> **Material for this task**:
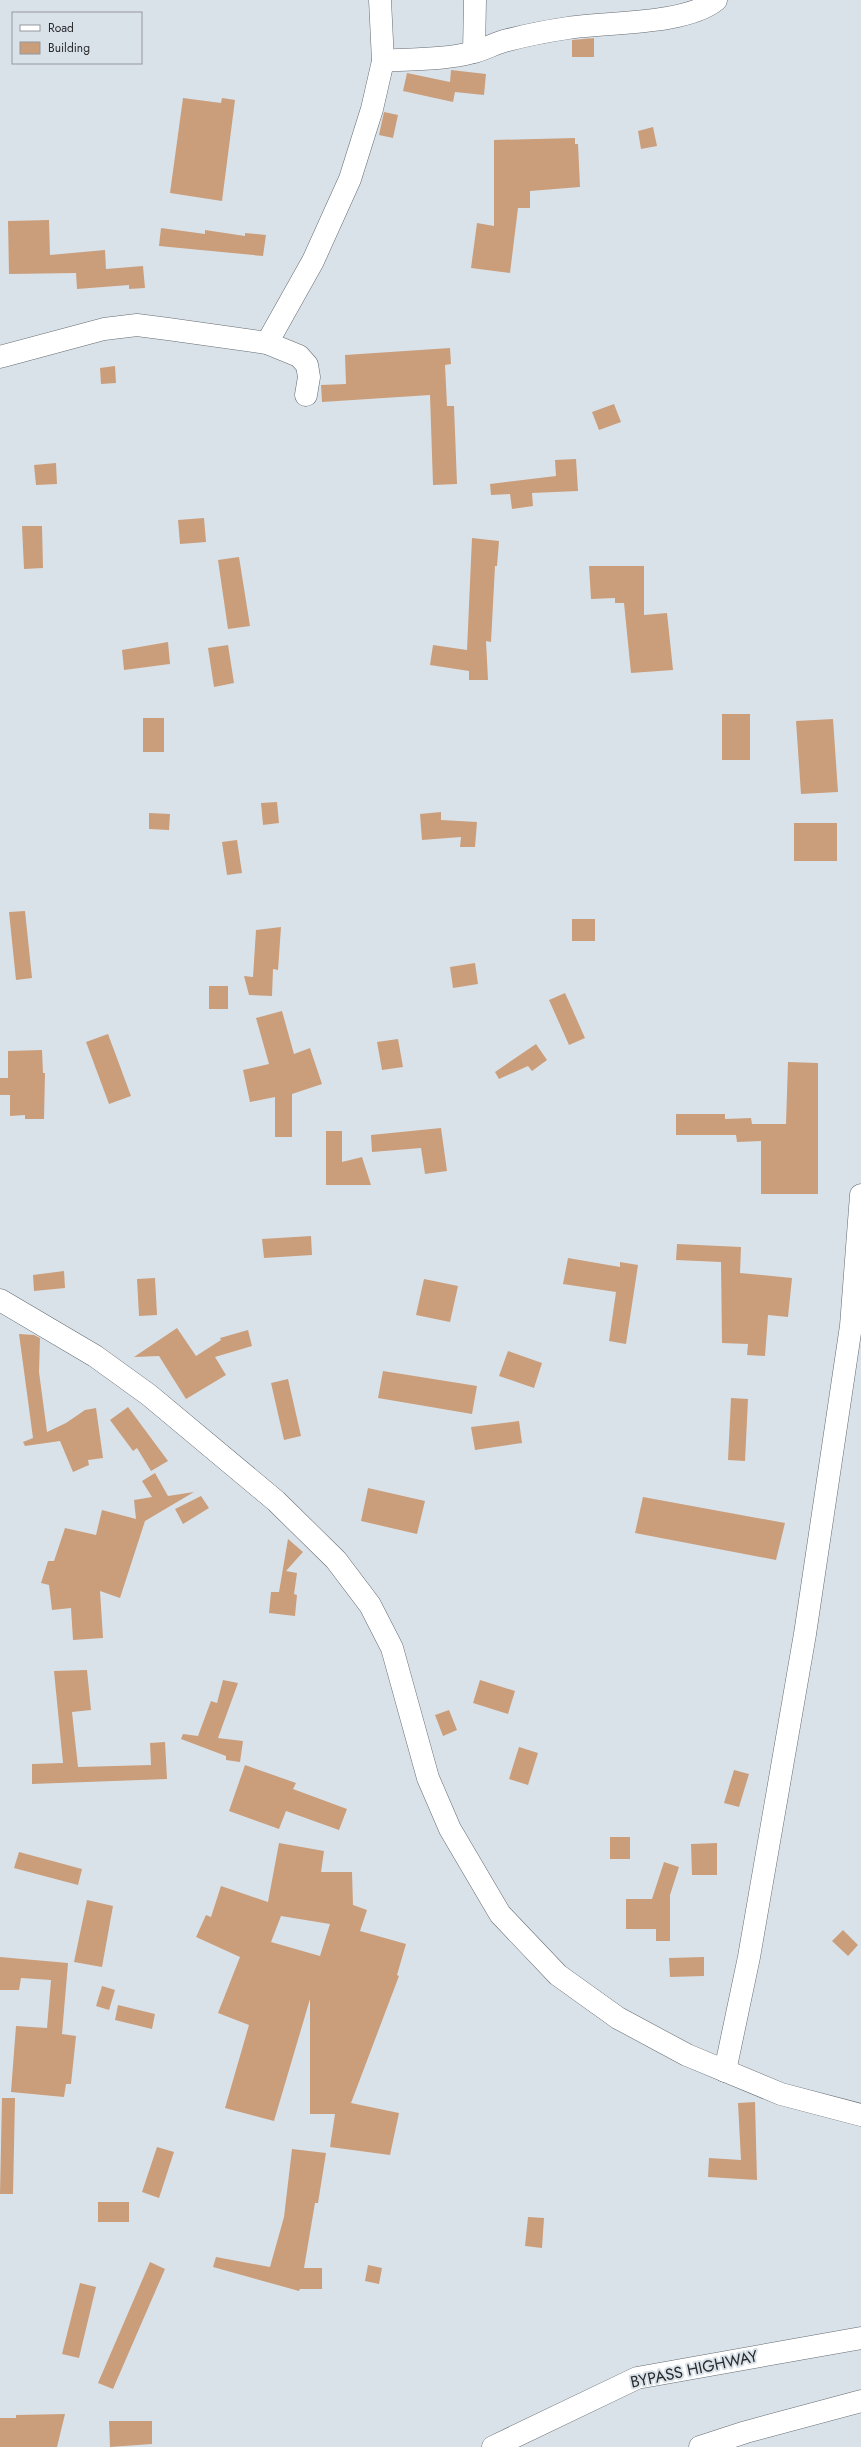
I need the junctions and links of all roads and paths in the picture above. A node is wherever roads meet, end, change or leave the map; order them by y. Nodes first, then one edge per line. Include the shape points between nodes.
1 (380, 0) edge
2 (475, 0) edge
3 (716, 0) edge
4 (474, 52) junction
5 (383, 61) junction
6 (267, 343) junction
7 (0, 357) edge
8 (306, 395) dead end
9 (861, 1195) edge
10 (0, 1300) edge
11 (725, 2071) junction
12 (861, 2115) edge
13 (861, 2338) edge
14 (861, 2400) edge
15 (493, 2447) edge
16 (700, 2447) edge

1 - 5 street
2 - 4 street
3 - 4 street via 693,12 630,23 569,28 508,40
4 - 5 street
5 - 6 street via 372,109 350,179 313,261
6 - 7 street via 137,325 104,329
6 - 8 street via 299,356 307,366 309,377
9 - 11 street via 851,1326 805,1634 749,1957
10 - 11 street via 95,1356 149,1395 276,1501 336,1560 370,1605 392,1648 428,1778 450,1829 500,1914 558,1975 618,2018 687,2055
11 - 12 street via 781,2094
13 - 15 street, BYPASS HIGHWAY via 637,2378
14 - 16 street

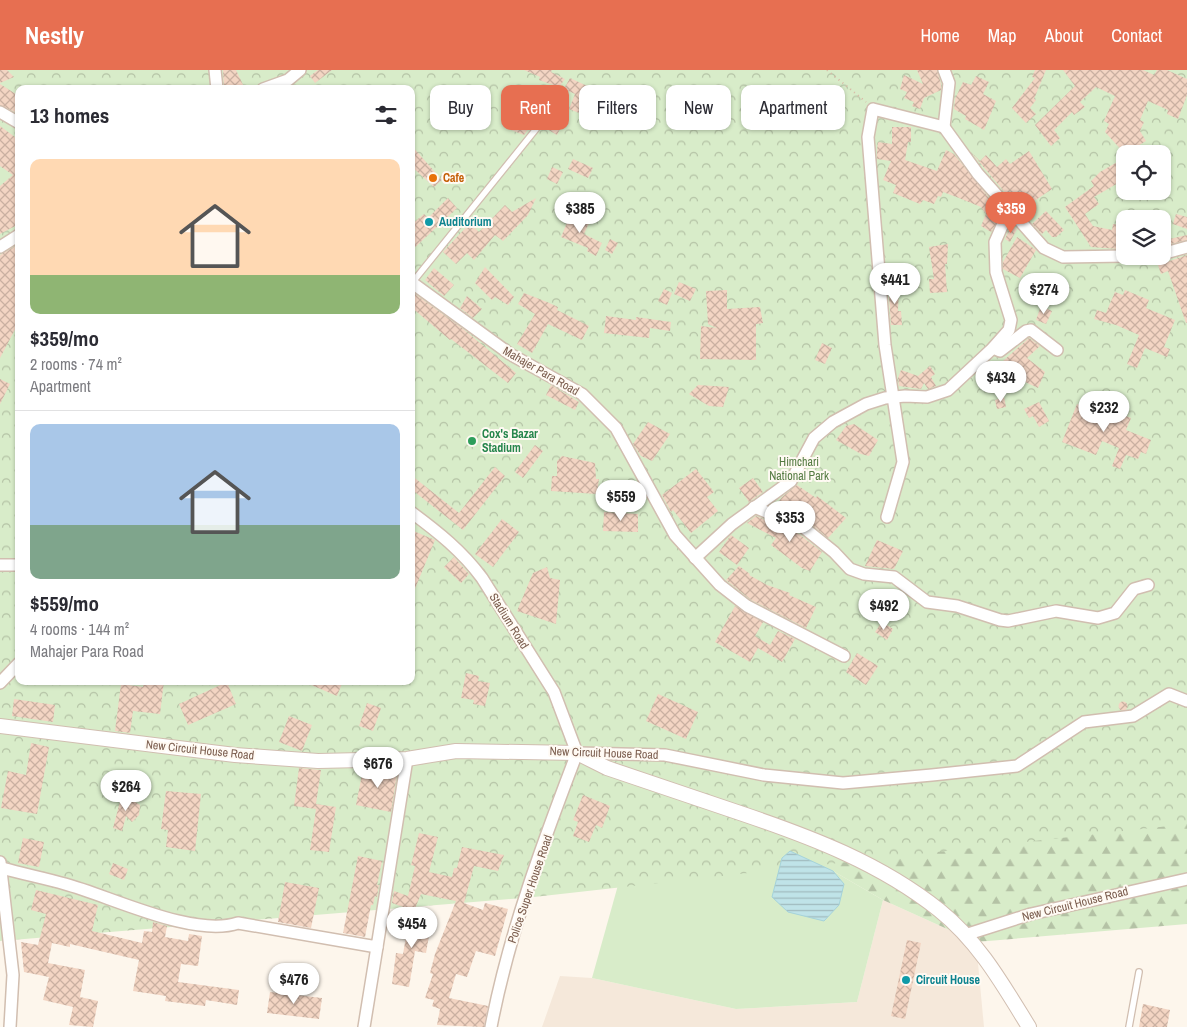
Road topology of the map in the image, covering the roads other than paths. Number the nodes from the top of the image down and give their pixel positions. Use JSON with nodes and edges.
{"nodes":[{"id":1,"x":215,"y":70,"type":"edge"},
{"id":2,"x":300,"y":70,"type":"edge"},
{"id":3,"x":944,"y":70,"type":"edge"},
{"id":4,"x":217,"y":85,"type":"edge"},
{"id":5,"x":274,"y":85,"type":"edge"},
{"id":6,"x":0,"y":112,"type":"edge"},
{"id":7,"x":15,"y":121,"type":"edge"},
{"id":8,"x":944,"y":127,"type":"junction"},
{"id":9,"x":535,"y":130,"type":"edge"},
{"id":10,"x":1013,"y":212,"type":"junction"},
{"id":11,"x":15,"y":238,"type":"edge"},
{"id":12,"x":0,"y":247,"type":"edge"},
{"id":13,"x":1187,"y":247,"type":"edge"},
{"id":14,"x":1171,"y":251,"type":"edge"},
{"id":15,"x":1116,"y":256,"type":"edge"},
{"id":16,"x":415,"y":278,"type":"edge"},
{"id":17,"x":415,"y":284,"type":"edge"},
{"id":18,"x":993,"y":348,"type":"junction"},
{"id":19,"x":1057,"y":350,"type":"dead end"},
{"id":20,"x":893,"y":396,"type":"junction"},
{"id":21,"x":754,"y":507,"type":"junction"},
{"id":22,"x":415,"y":515,"type":"edge"},
{"id":23,"x":887,"y":517,"type":"dead end"},
{"id":24,"x":696,"y":558,"type":"junction"},
{"id":25,"x":0,"y":565,"type":"edge"},
{"id":26,"x":15,"y":565,"type":"edge"},
{"id":27,"x":1148,"y":585,"type":"dead end"},
{"id":28,"x":844,"y":656,"type":"dead end"},
{"id":29,"x":15,"y":667,"type":"edge"},
{"id":30,"x":0,"y":683,"type":"edge"},
{"id":31,"x":1187,"y":701,"type":"edge"},
{"id":32,"x":0,"y":726,"type":"edge"},
{"id":33,"x":577,"y":753,"type":"junction"},
{"id":34,"x":407,"y":759,"type":"junction"},
{"id":35,"x":1,"y":871,"type":"edge"},
{"id":36,"x":1187,"y":879,"type":"edge"},
{"id":37,"x":965,"y":935,"type":"junction"},
{"id":38,"x":377,"y":947,"type":"junction"},
{"id":39,"x":1139,"y":972,"type":"dead end"},
{"id":40,"x":10,"y":1027,"type":"edge"},
{"id":41,"x":364,"y":1027,"type":"edge"},
{"id":42,"x":491,"y":1027,"type":"edge"},
{"id":43,"x":1029,"y":1027,"type":"edge"},
{"id":44,"x":1129,"y":1027,"type":"edge"}],
"edges":[{"from":1,"to":4,"type":"street"},
{"from":2,"to":5,"type":"street"},
{"from":3,"to":8,"type":"street"},
{"from":6,"to":7,"type":"street"},
{"from":8,"to":10,"type":"street"},
{"from":8,"to":20,"type":"street"},
{"from":9,"to":16,"type":"lane"},
{"from":10,"to":15,"type":"street"},
{"from":10,"to":18,"type":"street"},
{"from":11,"to":12,"type":"street"},
{"from":13,"to":14,"type":"street"},
{"from":17,"to":24,"type":"street","name":"Mahajer Para Road"},
{"from":18,"to":19,"type":"street"},
{"from":18,"to":20,"type":"street"},
{"from":20,"to":21,"type":"street"},
{"from":20,"to":23,"type":"street"},
{"from":21,"to":24,"type":"street"},
{"from":21,"to":27,"type":"street"},
{"from":22,"to":33,"type":"street","name":"Stadium Road"},
{"from":24,"to":28,"type":"street","name":"Mahajer Para Road"},
{"from":25,"to":26,"type":"street"},
{"from":29,"to":30,"type":"street"},
{"from":31,"to":33,"type":"street","name":"New Circuit House Road"},
{"from":32,"to":34,"type":"street","name":"New Circuit House Road"},
{"from":33,"to":34,"type":"street","name":"New Circuit House Road"},
{"from":33,"to":37,"type":"street"},
{"from":33,"to":42,"type":"street","name":"Police Super House Road"},
{"from":34,"to":38,"type":"street"},
{"from":35,"to":38,"type":"street"},
{"from":35,"to":40,"type":"street"},
{"from":36,"to":37,"type":"street","name":"New Circuit House Road"},
{"from":37,"to":43,"type":"street"},
{"from":38,"to":41,"type":"street"},
{"from":39,"to":44,"type":"lane"}]}
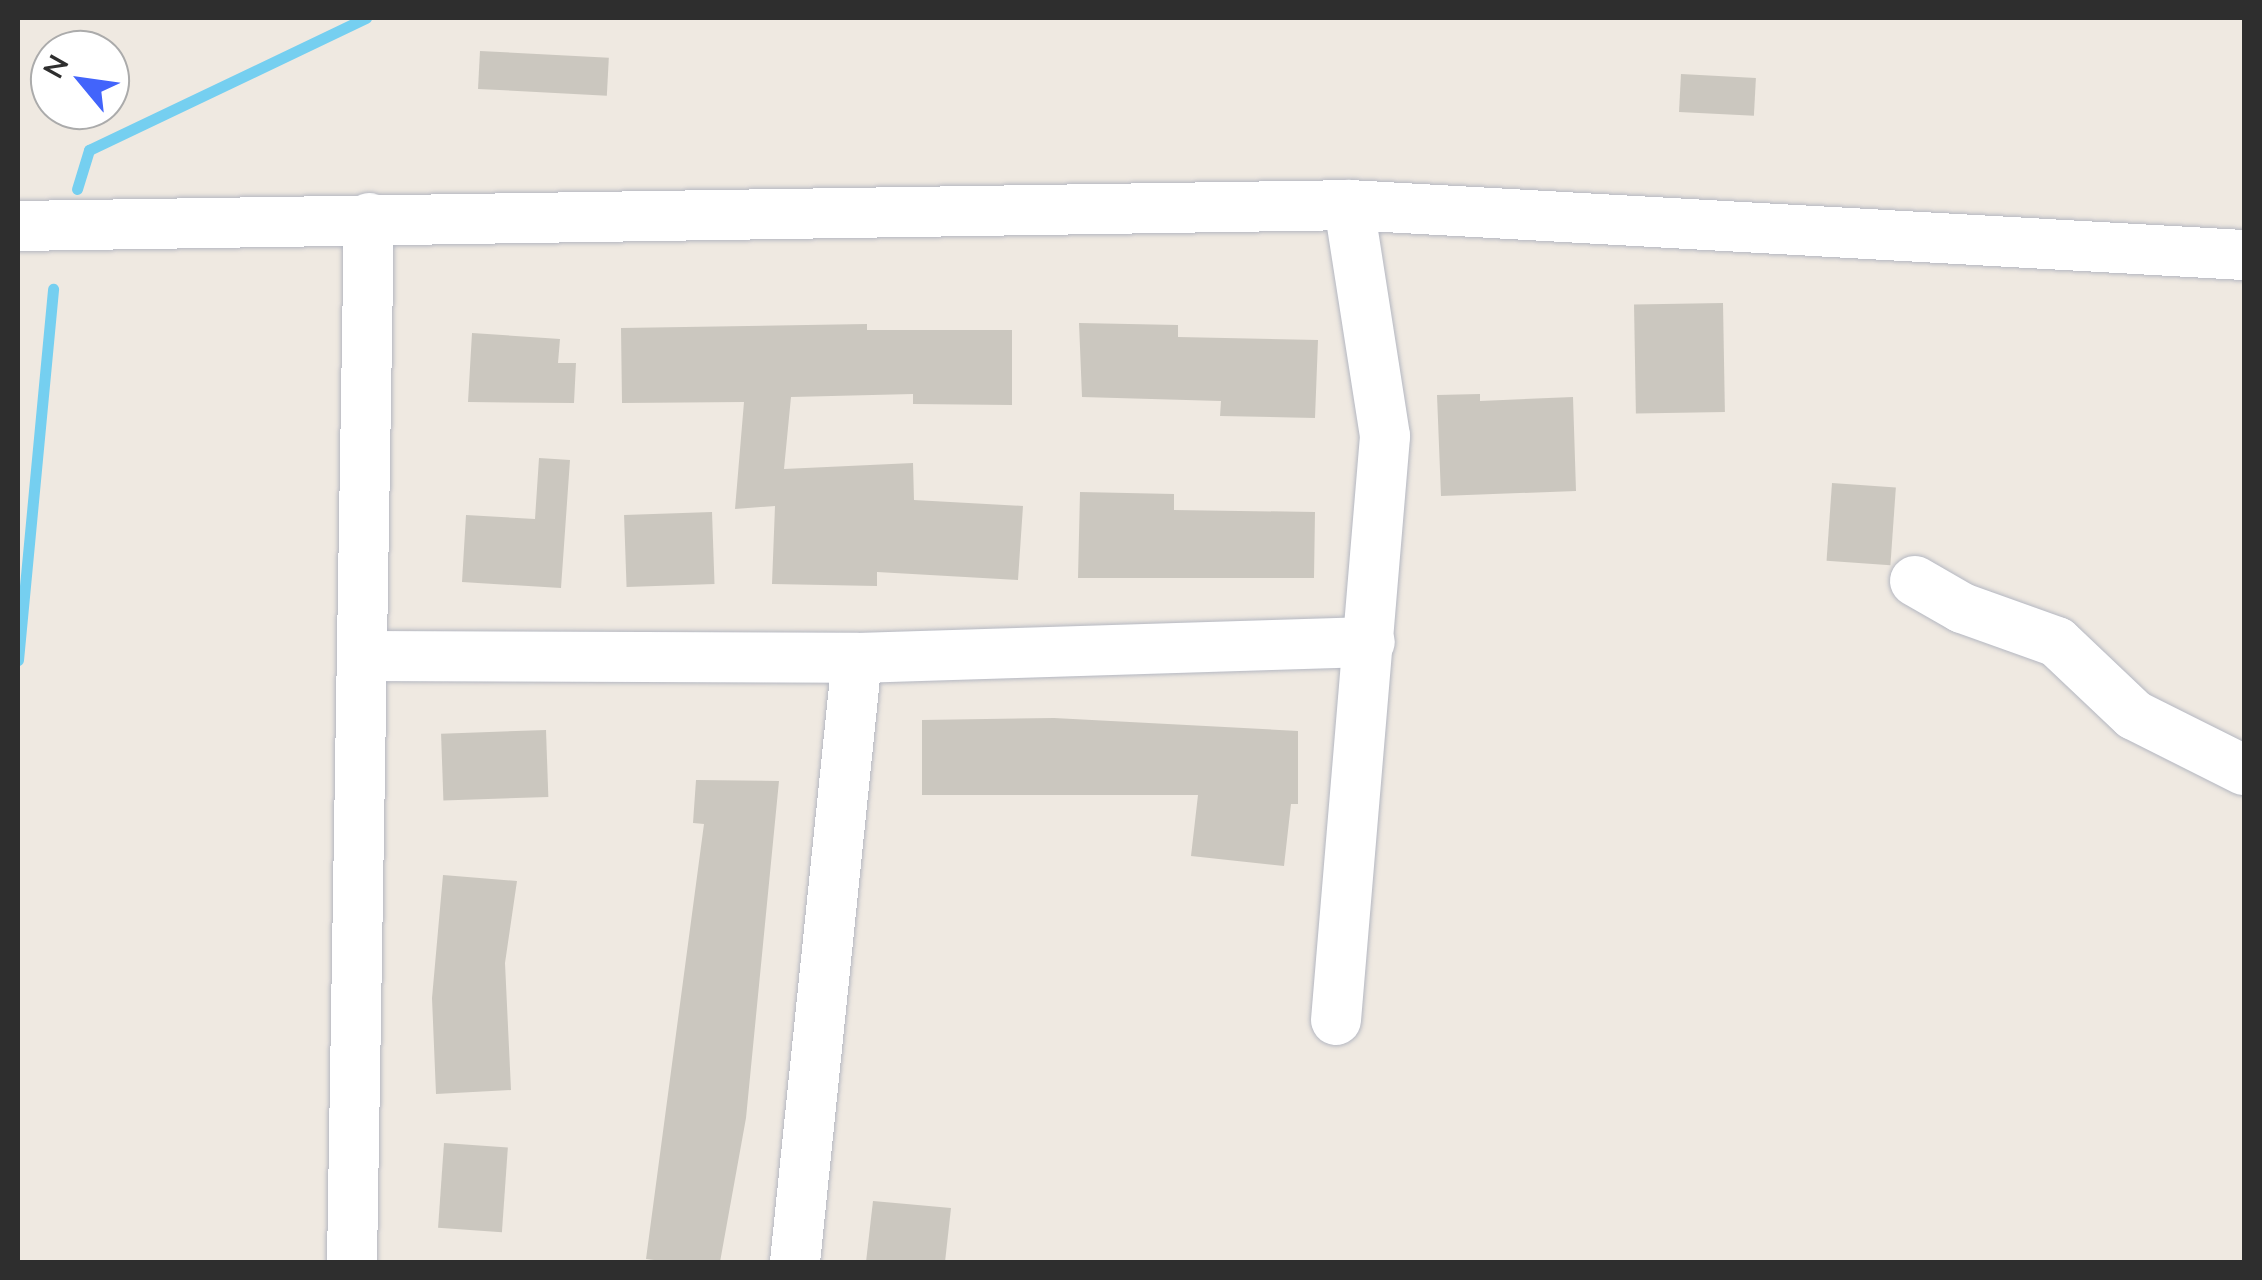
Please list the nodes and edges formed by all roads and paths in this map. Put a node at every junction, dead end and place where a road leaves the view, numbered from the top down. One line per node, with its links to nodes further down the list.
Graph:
1 (1348, 205): 2 (street); 4 (street); 6 (street)
2 (369, 218): 3 (street); 7 (street)
3 (18, 226)
4 (2244, 255)
5 (1915, 580): 9 (street)
6 (1370, 642): 8 (street); 10 (street)
7 (364, 656): 8 (street); 11 (street)
8 (857, 658): 12 (street)
9 (2244, 770)
10 (1336, 1020)
11 (352, 1262)
12 (795, 1262)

> **What is required**: Reproduce each entry word for word and cut the images.

> **Task result**:
I need the junctions and links of all roads and paths in the picture above. A node is wherever roads meet, end, change or leave the map; order them by y. Nodes first, then one edge per line. Include the shape points between nodes.
1 (380, 0) edge
2 (475, 0) edge
3 (716, 0) edge
4 (474, 52) junction
5 (383, 61) junction
6 (267, 343) junction
7 (0, 357) edge
8 (306, 395) dead end
9 (861, 1195) edge
10 (0, 1300) edge
11 (725, 2071) junction
12 (861, 2115) edge
13 (861, 2338) edge
14 (861, 2400) edge
15 (493, 2447) edge
16 (700, 2447) edge

1 - 5 street
2 - 4 street
3 - 4 street via 693,12 630,23 569,28 508,40
4 - 5 street
5 - 6 street via 372,109 350,179 313,261
6 - 7 street via 137,325 104,329
6 - 8 street via 299,356 307,366 309,377
9 - 11 street via 851,1326 805,1634 749,1957
10 - 11 street via 95,1356 149,1395 276,1501 336,1560 370,1605 392,1648 428,1778 450,1829 500,1914 558,1975 618,2018 687,2055
11 - 12 street via 781,2094
13 - 15 street, BYPASS HIGHWAY via 637,2378
14 - 16 street

Road topology of the map in the image, covering the roads other than paths. Number the nodes from the top of the image down and give their pixel positions. Use JSON with nodes and edges.
{"nodes":[{"id":1,"x":215,"y":70,"type":"edge"},
{"id":2,"x":300,"y":70,"type":"edge"},
{"id":3,"x":944,"y":70,"type":"edge"},
{"id":4,"x":217,"y":85,"type":"edge"},
{"id":5,"x":274,"y":85,"type":"edge"},
{"id":6,"x":0,"y":112,"type":"edge"},
{"id":7,"x":15,"y":121,"type":"edge"},
{"id":8,"x":944,"y":127,"type":"junction"},
{"id":9,"x":535,"y":130,"type":"edge"},
{"id":10,"x":1013,"y":212,"type":"junction"},
{"id":11,"x":15,"y":238,"type":"edge"},
{"id":12,"x":0,"y":247,"type":"edge"},
{"id":13,"x":1187,"y":247,"type":"edge"},
{"id":14,"x":1171,"y":251,"type":"edge"},
{"id":15,"x":1116,"y":256,"type":"edge"},
{"id":16,"x":415,"y":278,"type":"edge"},
{"id":17,"x":415,"y":284,"type":"edge"},
{"id":18,"x":993,"y":348,"type":"junction"},
{"id":19,"x":1057,"y":350,"type":"dead end"},
{"id":20,"x":893,"y":396,"type":"junction"},
{"id":21,"x":754,"y":507,"type":"junction"},
{"id":22,"x":415,"y":515,"type":"edge"},
{"id":23,"x":887,"y":517,"type":"dead end"},
{"id":24,"x":696,"y":558,"type":"junction"},
{"id":25,"x":0,"y":565,"type":"edge"},
{"id":26,"x":15,"y":565,"type":"edge"},
{"id":27,"x":1148,"y":585,"type":"dead end"},
{"id":28,"x":844,"y":656,"type":"dead end"},
{"id":29,"x":15,"y":667,"type":"edge"},
{"id":30,"x":0,"y":683,"type":"edge"},
{"id":31,"x":1187,"y":701,"type":"edge"},
{"id":32,"x":0,"y":726,"type":"edge"},
{"id":33,"x":577,"y":753,"type":"junction"},
{"id":34,"x":407,"y":759,"type":"junction"},
{"id":35,"x":1,"y":871,"type":"edge"},
{"id":36,"x":1187,"y":879,"type":"edge"},
{"id":37,"x":965,"y":935,"type":"junction"},
{"id":38,"x":377,"y":947,"type":"junction"},
{"id":39,"x":1139,"y":972,"type":"dead end"},
{"id":40,"x":10,"y":1027,"type":"edge"},
{"id":41,"x":364,"y":1027,"type":"edge"},
{"id":42,"x":491,"y":1027,"type":"edge"},
{"id":43,"x":1029,"y":1027,"type":"edge"},
{"id":44,"x":1129,"y":1027,"type":"edge"}],
"edges":[{"from":1,"to":4,"type":"street"},
{"from":2,"to":5,"type":"street"},
{"from":3,"to":8,"type":"street"},
{"from":6,"to":7,"type":"street"},
{"from":8,"to":10,"type":"street"},
{"from":8,"to":20,"type":"street"},
{"from":9,"to":16,"type":"lane"},
{"from":10,"to":15,"type":"street"},
{"from":10,"to":18,"type":"street"},
{"from":11,"to":12,"type":"street"},
{"from":13,"to":14,"type":"street"},
{"from":17,"to":24,"type":"street","name":"Mahajer Para Road"},
{"from":18,"to":19,"type":"street"},
{"from":18,"to":20,"type":"street"},
{"from":20,"to":21,"type":"street"},
{"from":20,"to":23,"type":"street"},
{"from":21,"to":24,"type":"street"},
{"from":21,"to":27,"type":"street"},
{"from":22,"to":33,"type":"street","name":"Stadium Road"},
{"from":24,"to":28,"type":"street","name":"Mahajer Para Road"},
{"from":25,"to":26,"type":"street"},
{"from":29,"to":30,"type":"street"},
{"from":31,"to":33,"type":"street","name":"New Circuit House Road"},
{"from":32,"to":34,"type":"street","name":"New Circuit House Road"},
{"from":33,"to":34,"type":"street","name":"New Circuit House Road"},
{"from":33,"to":37,"type":"street"},
{"from":33,"to":42,"type":"street","name":"Police Super House Road"},
{"from":34,"to":38,"type":"street"},
{"from":35,"to":38,"type":"street"},
{"from":35,"to":40,"type":"street"},
{"from":36,"to":37,"type":"street","name":"New Circuit House Road"},
{"from":37,"to":43,"type":"street"},
{"from":38,"to":41,"type":"street"},
{"from":39,"to":44,"type":"lane"}]}
Please list the nodes and edges formed by all roads and paths in this map. Put a node at every junction, dead end and place where a road leaves the view, numbered from the top down. One line per node, with its links to nodes further down the list.
Graph:
1 (1348, 205): 2 (street); 4 (street); 6 (street)
2 (369, 218): 3 (street); 7 (street)
3 (18, 226)
4 (2244, 255)
5 (1915, 580): 9 (street)
6 (1370, 642): 8 (street); 10 (street)
7 (364, 656): 8 (street); 11 (street)
8 (857, 658): 12 (street)
9 (2244, 770)
10 (1336, 1020)
11 (352, 1262)
12 (795, 1262)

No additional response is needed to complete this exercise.